Chapter 1 Summary

Alan Paton begins the first book of Cry, the Beloved Country with a poetic description of the rural land near the town of Ixopo in South Africa.

The hills around Ixopo are full of beauty. A person can look in all directions and see more hills, or mountains, or rivers. Standing there, one knows that the beauty goes on as far as the land goes—all the way to the sea. One also knows that this land has supported African people for many thousands of years.

As this description continues, the author emphasizes the health of the land at the tops of the hills. The people here do not raise too many animals or build too many fires, so their land does not suffer from erosion. The grass grows so densely that the dirt cannot be seen underneath. This keeps the soil healthy, so the rain does not wash it away. The author says that people should treat this land as a holy place:

Keep it, guard it, care for it, for it keeps men, guards men, cares for men. Destroy it and man is destroyed.

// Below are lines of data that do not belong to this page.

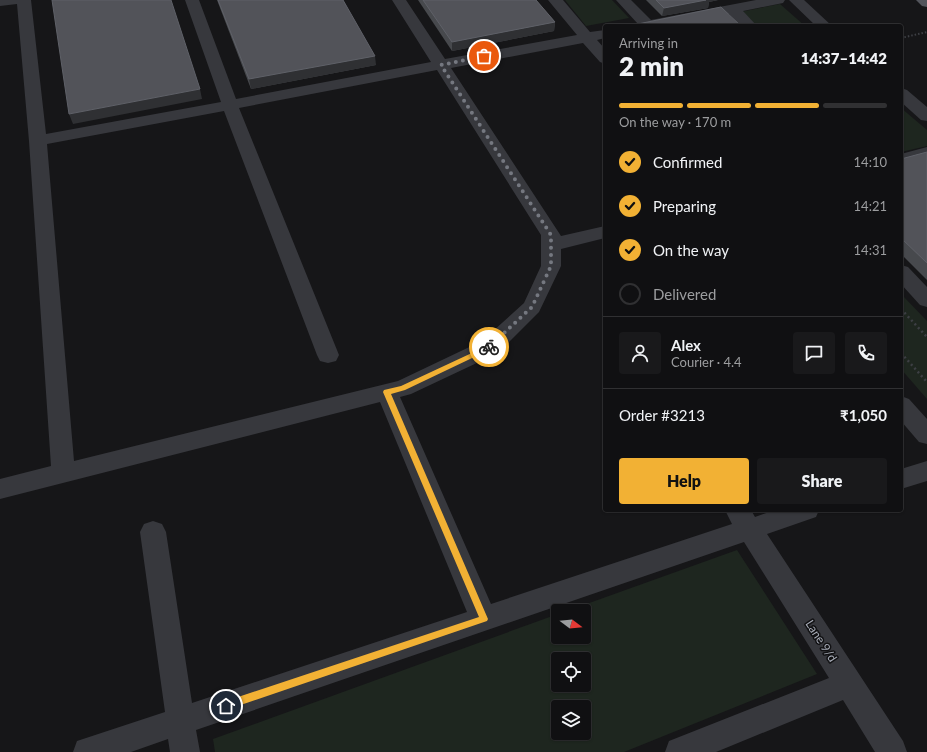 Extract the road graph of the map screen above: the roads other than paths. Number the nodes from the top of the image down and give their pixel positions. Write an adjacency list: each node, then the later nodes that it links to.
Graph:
1 (15, 0): 10 (street)
2 (24, 0): 24 (street)
3 (192, 0): 22 (street)
4 (399, 0): 20 (street)
5 (555, 0): 18 (street)
6 (623, 0): 13 (street)
7 (778, 0): 12 (street)
8 (796, 0): 16 (street)
9 (923, 0): 11 (main road)
10 (0, 2)
11 (927, 3)
12 (732, 9): 14 (street); 15 (street)
13 (644, 24)
14 (656, 24)
15 (748, 24)
16 (823, 24)
17 (603, 34): 18 (street)
18 (587, 37): 19 (street); 20 (street)
19 (603, 57)
20 (441, 65): 22 (street); 28 (street)
21 (903, 95): 23 (street)
22 (230, 105): 24 (street); 31 (street)
23 (927, 116)
24 (38, 141): 36 (street)
25 (927, 152): 26 (street)
26 (903, 158)
27 (603, 232): 28 (street)
28 (551, 245): 32 (street)
29 (903, 274): 30 (street)
30 (927, 300)
31 (328, 355)
32 (387, 392): 36 (street); 42 (street)
33 (903, 407): 34 (street)
34 (927, 435)
35 (927, 471): 37 (street)
36 (63, 472): 38 (street)
37 (903, 478)
38 (0, 489)
39 (794, 512): 40 (street)
40 (743, 520): 42 (street); 43 (street, Lane 9/d)
41 (153, 532): 44 (street)
42 (484, 619): 44 (street)
43 (849, 684): 47 (street); 48 (street, Lane 9/d)
44 (181, 721): 45 (street); 46 (street)
45 (88, 752)
46 (185, 752)
47 (680, 752)
48 (892, 752)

After that, Paton’s tone changes abruptly as he describes how erosion slowly destroys the land in the valleys, where people raise too many cattle and burn too many fires. There, the grass thins out so that the red dirt can be seen underneath. The rain falls and, instead of being absorbed into the earth, flows as runoff into the sea, taking the soil along. As this destruction worsens, it advances toward the healthy areas, threatening them as well. According to the author, the eroded land “is not kept, or guarded, or cared for, it no longer keeps men, guards men, cares for men.” 

As the chapter ends, Paton paints a sad picture of the eroded land as a dying place. Thunderstorms bring rain that would help healthy land, but when the land is unhealthy, the rain just worsens the erosion. The streams fill up with "the red blood of the earth"; that is, the water carries the red African soil to the sea. The corn does not grow tall, and the produce of the farms is too meager to feed all the people.

Because of this, the people are forced leave the land. Only the oldest men and women, a few young mothers, and the children remain on the farms. The adult men and many of the young women have moved to the cities to work. The land has not been cared for, so it cannot take care of the people.